"Can you pay attention to what is required? I doubt it."As a flute player I often dismissed that statement because I really felt that I was able to pay attention to what was required in order to play well. Now that I have grown far beyond the age of arrogance, I believe Hewitt's statement to be true. It has become my daily challenge to try to pay attention to what is required.
I ask my students to pay attention to a lot of things, and, they usually leave their lessons mentally exhausted if they take an active part in the paying of attention. When the active part of paying attention is "paid" by the teacher, and the student reacts to that attention passively, without full engagement of all the necessary senses (sight, sound, touch), it is usually the teacher who is exhausted after a lesson.
I find that it is humbling to ask myself, during my own practice time, to pay attention the way I ask my students to pay attention. If a violin student, for example, is struggling with finding the proper arrangements of half steps and whole steps necessary to play in tune in the key of F major, and shifting between the first position and the third position, it requires the same kind of attention for that student as it requires for me to find the proper arrangement of half steps and whole steps to play in tune in G-flat major and shifting around in the positions above 5th position on the violin.

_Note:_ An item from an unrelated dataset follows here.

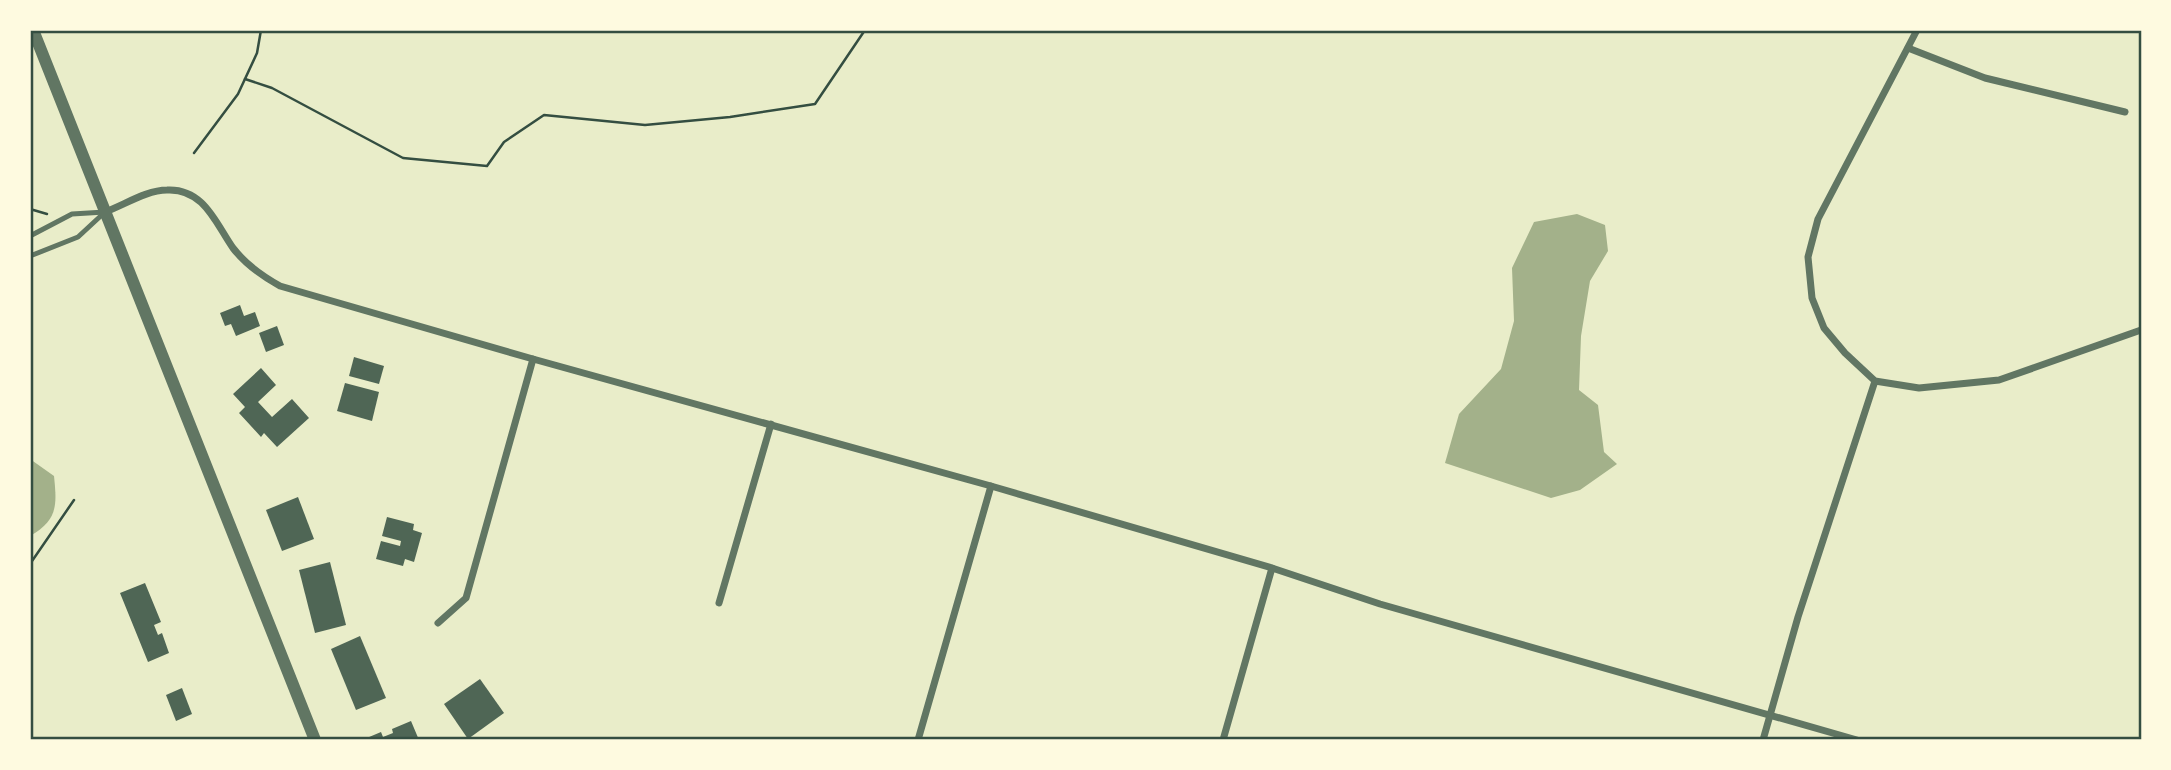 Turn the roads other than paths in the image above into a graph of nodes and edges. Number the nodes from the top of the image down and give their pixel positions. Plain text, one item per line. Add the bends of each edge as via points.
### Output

Lately I have been asking my students to pay close attention to the position of their thumbs when shifting from position to position (so often the thumb, which is a very accurate tool for measurement up and down the neck of the violin, forgets that it is part of the hand). I have also been following my own advice, and have been trying to pay attention to my thumb during every shift. I have noticed that when I pay attention, my shifts are more accurate and more secure.
Children will more often follow the example of what their parents do rather than the example of what their parents say. Students will more often follow the example of what their teachers do rather than what their teachers say.